I have a simple image that I'm showing with imshow in matplotlib. 我有一个简单的图像,我在matplotlib中使用imshow显示。 I'd like to apply a custom colormap so that values between 0-5 are white, 5-10 are red (very simple colors), etc. I've tried following this tutorial: 我想应用自定义色图,使0-5之间的值为白色,5-10为红色(非常简单的颜色)等。我尝试过本教程:

http://assorted-experience.blogspot.com/2007/07/custom-colormaps.html with the following code: http://assorted-experience.blogspot.com/2007/07/custom-colormaps.html使用以下代码:

cdict = {
'red'  :  ((0., 0., 0.), (0.5, 0.25, 0.25), (1., 1., 1.)),
'green':  ((0., 1., 1.), (0.7, 0.0, 0.5), (1., 1., 1.)),
'blue' :  ((0., 1., 1.), (0.5, 0.0, 0.0), (1., 1., 1.))
}

my_cmap = mpl.colors.LinearSegmentedColormap('my_colormap', cdict, 3)

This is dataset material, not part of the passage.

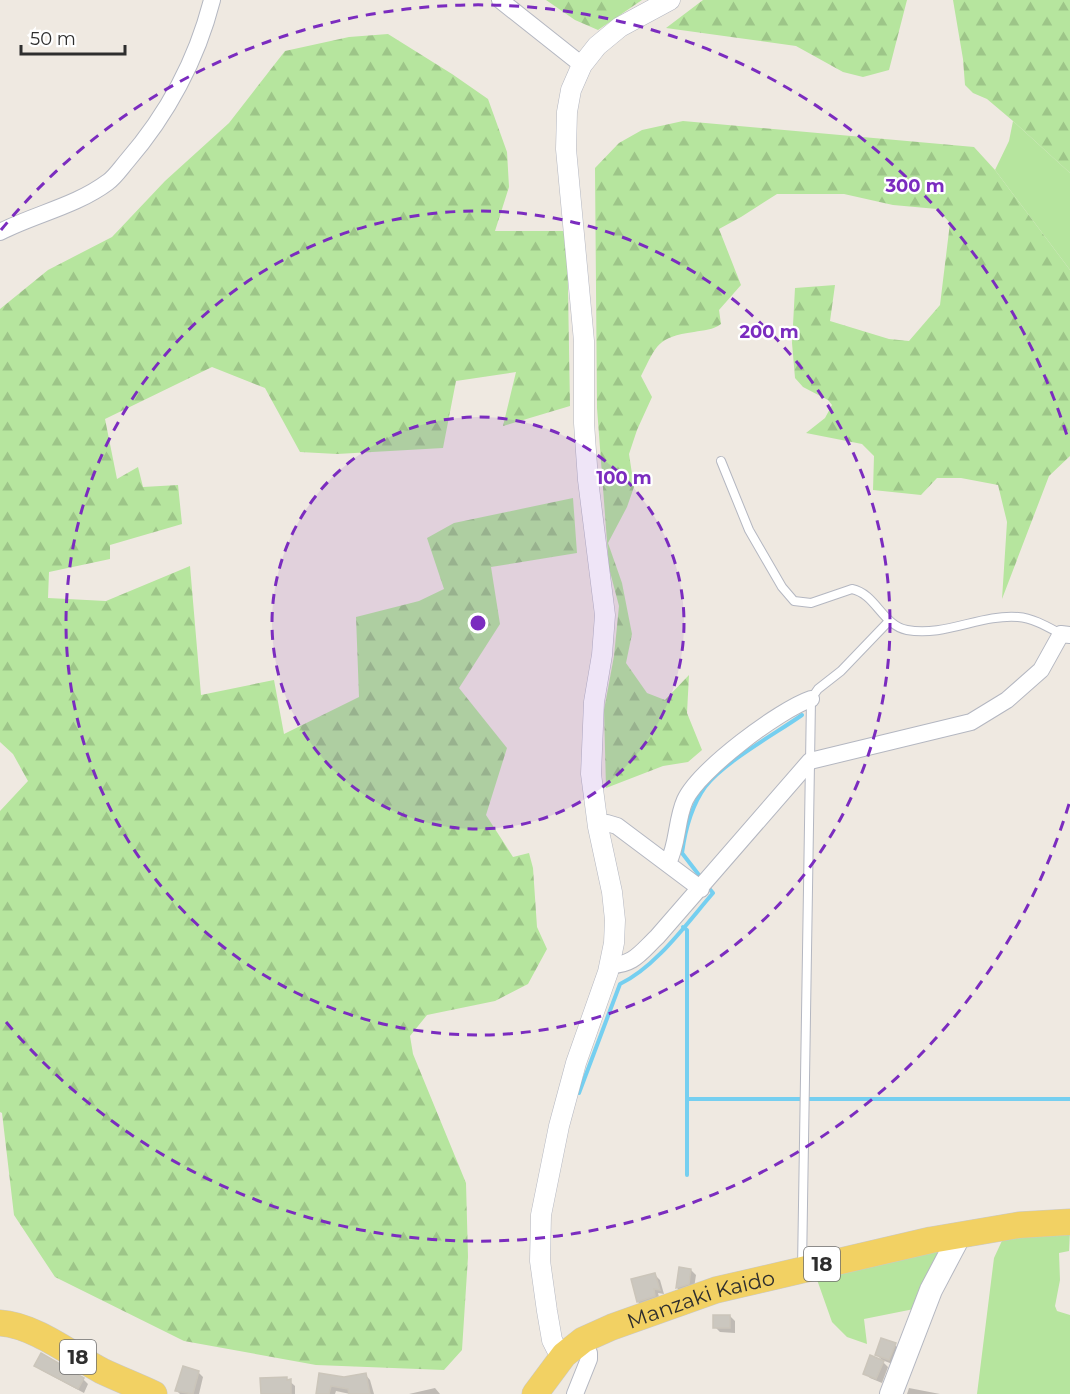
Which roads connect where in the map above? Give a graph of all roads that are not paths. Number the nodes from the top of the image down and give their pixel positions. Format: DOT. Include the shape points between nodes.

plt.imshow(num_stars, extent=(min(x), max(x), min(y), max(y)), cmap=my_cmap)
plt.show()

But this ends up showing strange colors, and I only need 3-4 colors that I want to define. 但这最终显示出奇怪的颜色,我只需要3-4种我想要定义的颜色。 How do I do this? 我该怎么做呢?

You can use a ListedColormap to specify the white and red as the only colors in the color map, and the bounds determine where the transition is from one color to the next: 您可以使用ListedColormap将白色和红色指定为颜色映射中的唯一颜色,并且边界确定从一种颜色到下一种颜色的转换位置:

import matplotlib.pyplot as plt
from matplotlib import colors
import numpy as np

np.random.seed(101)
zvals = np.random.rand(100, 100) * 10

# make a color map of fixed colors
cmap = colors.ListedColormap(['white', 'red'])
bounds=[0,5,10]
norm = colors.BoundaryNorm(bounds, cmap.N)

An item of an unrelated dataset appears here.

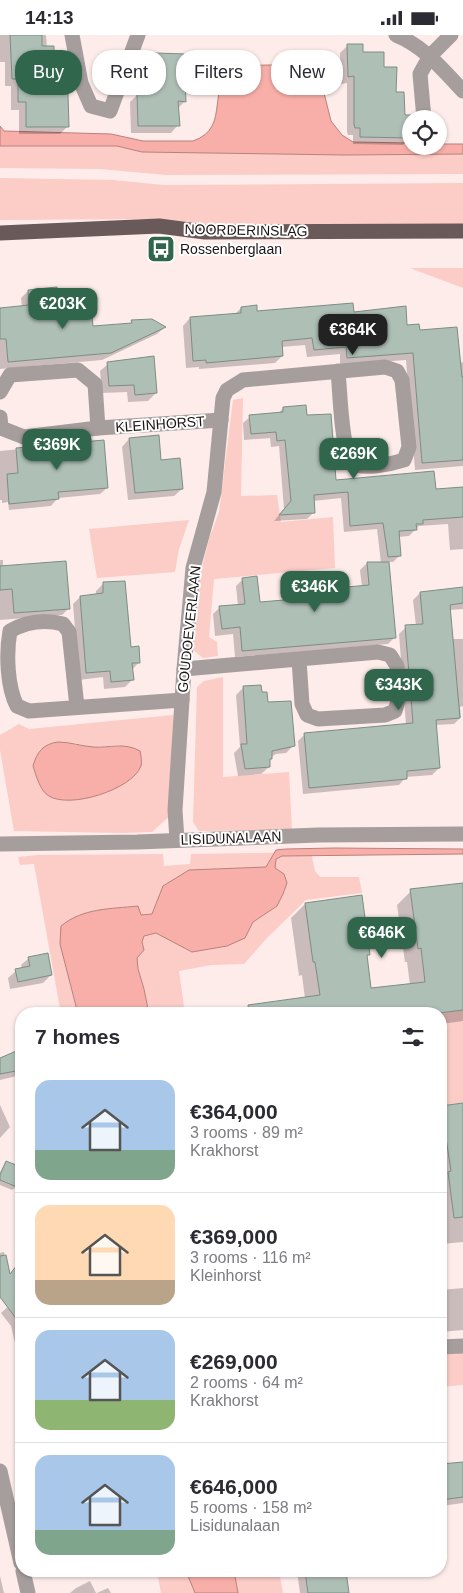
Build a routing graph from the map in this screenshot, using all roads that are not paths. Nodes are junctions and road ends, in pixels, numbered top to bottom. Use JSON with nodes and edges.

# tell imshow about color map so that only set colors are used
img = plt.imshow(zvals, interpolation='nearest', origin='lower',
                    cmap=cmap, norm=norm)

# make a color bar
plt.colorbar(img, cmap=cmap, norm=norm, boundaries=bounds, ticks=[0, 5, 10])

plt.savefig('redwhite.png')
plt.show()

The resulting figure has only two colors: 结果图只有两种颜色:

在此输入图像描述

I proposed essentially the same thing for a somewhat different question: 2D grid data visualization in Python 对于一个稍微不同的问题我提出了基本相同的东西: Python中的2D网格数据可视化

The solution is inspired by a matplotlib example . 该解决方案的灵感来自matplotlib示例 The example explains that the bounds must be one more than the number of colors used. 该示例解释了bounds必须比使用的颜色数多一个。

The BoundaryNorm is a normalization that maps a series of values to integers, which are then used to assign the corresponding colors. BoundaryNorm是一个规范化,它将一系列值映射到整数,然后用于分配相应的颜色。 cmap.N , in the example above, just defines the number of colors. cmap.N ,在上面的例子中,只定义了颜色的数量。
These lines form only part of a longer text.